12 et 23 septembre : stopper Emmanuel Fillon

Dans la campagne présidentielle, François Fillon avait surnommé le candidat Macron « Emmanuel Hollande » pour dénoncer la continuité, véritable, entre le président sorti et son ex protégé. Mais chacun des cent jours du nouveau président sème le trouble. Tout se passe comme si François Fillon avait gagné l’élection présidentielle. C’est Emmanuel Fillon qui siège à l’Elysée !Plusieurs ministres parmi les plus importants – Economie, Budget – et même le Premier ministre viennent du parti de Fillon, LR. La politique d’austérité et ses coupes budgétaires sont amplifiées, jusqu’à 20 milliards d’euros annoncés pour 2018 ! L’Elysée abrite un nouveau président des riches déterminé à supprimer l’impôt sur la fortune des actionnaires tout en augmentant la CSG des actifs et retraités, en baissant les aides au logement des plus pauvres, en continuant le gel du salaire des fonctionnaires. Le MEDEF continue d’imposer ses vues à travers les ordonnances sur le code du travail comme l’agrobusiness à travers la baisse des aides à l’agriculture bio. Le libéralisme arrogant est au pouvoir comme si Macron et Fillon avaient fusionné en un seul et même personnage.

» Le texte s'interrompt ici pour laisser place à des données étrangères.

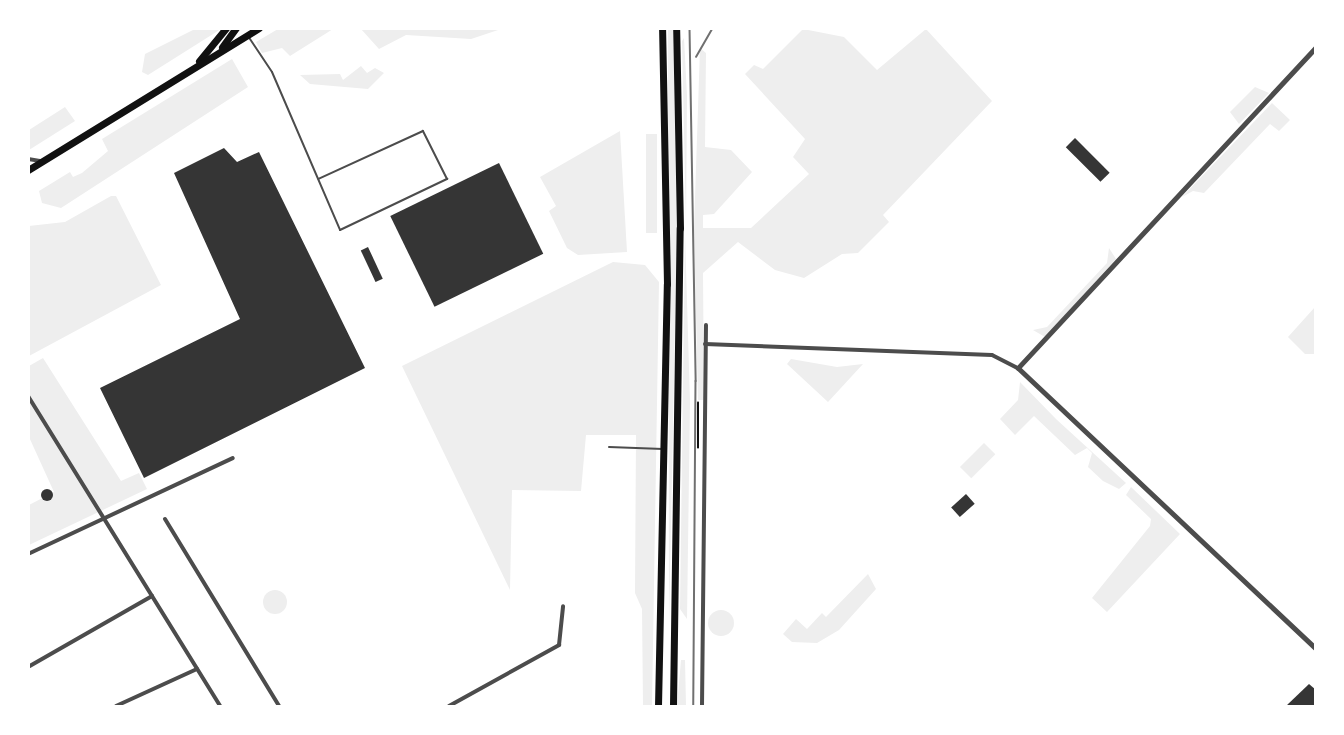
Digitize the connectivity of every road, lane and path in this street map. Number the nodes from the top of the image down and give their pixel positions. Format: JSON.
{"nodes":[{"id":1,"x":226,"y":28,"type":"edge"},
{"id":2,"x":238,"y":28,"type":"edge"},
{"id":3,"x":259,"y":28,"type":"edge"},
{"id":4,"x":662,"y":28,"type":"edge"},
{"id":5,"x":676,"y":28,"type":"edge"},
{"id":6,"x":247,"y":36,"type":"junction"},
{"id":7,"x":1316,"y":47,"type":"edge"},
{"id":8,"x":216,"y":53,"type":"junction"},
{"id":9,"x":192,"y":68,"type":"junction"},
{"id":10,"x":28,"y":159,"type":"edge"},
{"id":11,"x":43,"y":161,"type":"junction"},
{"id":12,"x":28,"y":170,"type":"edge"},
{"id":13,"x":318,"y":179,"type":"junction"},
{"id":14,"x":28,"y":201,"type":"edge"},
{"id":15,"x":28,"y":219,"type":"edge"},
{"id":16,"x":706,"y":326,"type":"dead end"},
{"id":17,"x":705,"y":344,"type":"junction"},
{"id":18,"x":1018,"y":368,"type":"junction"},
{"id":19,"x":28,"y":396,"type":"edge"},
{"id":20,"x":698,"y":403,"type":"dead end"},
{"id":21,"x":609,"y":447,"type":"dead end"},
{"id":22,"x":698,"y":448,"type":"dead end"},
{"id":23,"x":664,"y":449,"type":"junction"},
{"id":24,"x":233,"y":458,"type":"dead end"},
{"id":25,"x":165,"y":519,"type":"dead end"},
{"id":26,"x":106,"y":522,"type":"junction"},
{"id":27,"x":28,"y":554,"type":"edge"},
{"id":28,"x":152,"y":597,"type":"junction"},
{"id":29,"x":563,"y":606,"type":"dead end"},
{"id":30,"x":660,"y":634,"type":"junction"},
{"id":31,"x":675,"y":634,"type":"junction"},
{"id":32,"x":1316,"y":649,"type":"edge"},
{"id":33,"x":28,"y":667,"type":"edge"},
{"id":34,"x":197,"y":669,"type":"junction"},
{"id":35,"x":116,"y":706,"type":"edge"},
{"id":36,"x":220,"y":706,"type":"edge"},
{"id":37,"x":279,"y":706,"type":"edge"},
{"id":38,"x":449,"y":706,"type":"edge"},
{"id":39,"x":658,"y":706,"type":"edge"},
{"id":40,"x":673,"y":706,"type":"edge"},
{"id":41,"x":702,"y":706,"type":"edge"}],
"edges":[{"from":1,"to":9,"type":"highway"},
{"from":2,"to":6,"type":"highway"},
{"from":2,"to":8,"type":"highway"},
{"from":3,"to":6,"type":"highway"},
{"from":4,"to":23,"type":"highway"},
{"from":5,"to":31,"type":"highway"},
{"from":6,"to":8,"type":"highway"},
{"from":6,"to":13,"type":"lane"},
{"from":7,"to":18,"type":"street"},
{"from":8,"to":9,"type":"highway"},
{"from":9,"to":11,"type":"highway"},
{"from":10,"to":11,"type":"street"},
{"from":11,"to":12,"type":"highway"},
{"from":13,"to":13,"type":"lane"},
{"from":14,"to":15,"type":"street"},
{"from":16,"to":17,"type":"street"},
{"from":17,"to":18,"type":"street"},
{"from":17,"to":41,"type":"street"},
{"from":18,"to":32,"type":"street"},
{"from":19,"to":26,"type":"street"},
{"from":20,"to":22,"type":"path"},
{"from":21,"to":23,"type":"lane"},
{"from":23,"to":30,"type":"highway"},
{"from":24,"to":26,"type":"street"},
{"from":25,"to":37,"type":"street"},
{"from":26,"to":27,"type":"street"},
{"from":26,"to":28,"type":"street"},
{"from":28,"to":33,"type":"street"},
{"from":28,"to":34,"type":"street"},
{"from":29,"to":38,"type":"street"},
{"from":30,"to":31,"type":"highway"},
{"from":30,"to":39,"type":"highway"},
{"from":31,"to":40,"type":"highway"},
{"from":34,"to":35,"type":"street"},
{"from":34,"to":36,"type":"street"}]}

Mais le conservatisme, et même la réaction, qu’on pouvait croire propres à Fillon, ont aussi pénétré l’Elysée. Est-ce Fillon ou Macron qui a invité Vladimir Poutine en grande pompe à Versailles ? Est-ce Fillon ou Macron qui a invité Donald Trump pour le 14 juillet et s’est tu devant l’abject blanc-seing donné par ce dernier à l’extrême-droite nazie après le meurtre de Charlottesville ? Est-ce Fillon ou Macron qui a osé baisser de 25% le budget du secrétariat d’Etat aux droits des femmes ? Et est-ce Fillon ou Macron qui a osé envisager un statut et des moyens publics pour son épouse ?

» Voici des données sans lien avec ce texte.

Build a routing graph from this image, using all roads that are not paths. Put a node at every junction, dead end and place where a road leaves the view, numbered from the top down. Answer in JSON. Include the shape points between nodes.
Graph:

C’est que l’oligarchie est ainsi faite : elle a un programme et des méthodes constants. Elle pioche seulement parmi ses hommes et femmes de main selon ce qu’exigent les circonstances électorales. Car elle sait quel danger elle doit éviter. Ce danger, c’est l’irruption du peuple dans le débat politique. Elle a eu peur au printemps devant la dynamique de la France insoumise. Elle a mesuré cet été le danger politique que représentait pour elle l’opposition farouche des 17 députés insoumis. Elle pourrait bien trembler cet automne si la mobilisation contre les ordonnances Macron-MEDEF sur le code du travail est à la hauteur des attaques sociales contenues dans ce projet. La réussite des manifestations syndicales du 12 septembre partout en France et de la marche nationale contre le coup d’Etat social le samedi 23 septembre à Paris appelle donc tous les efforts et tous les concours.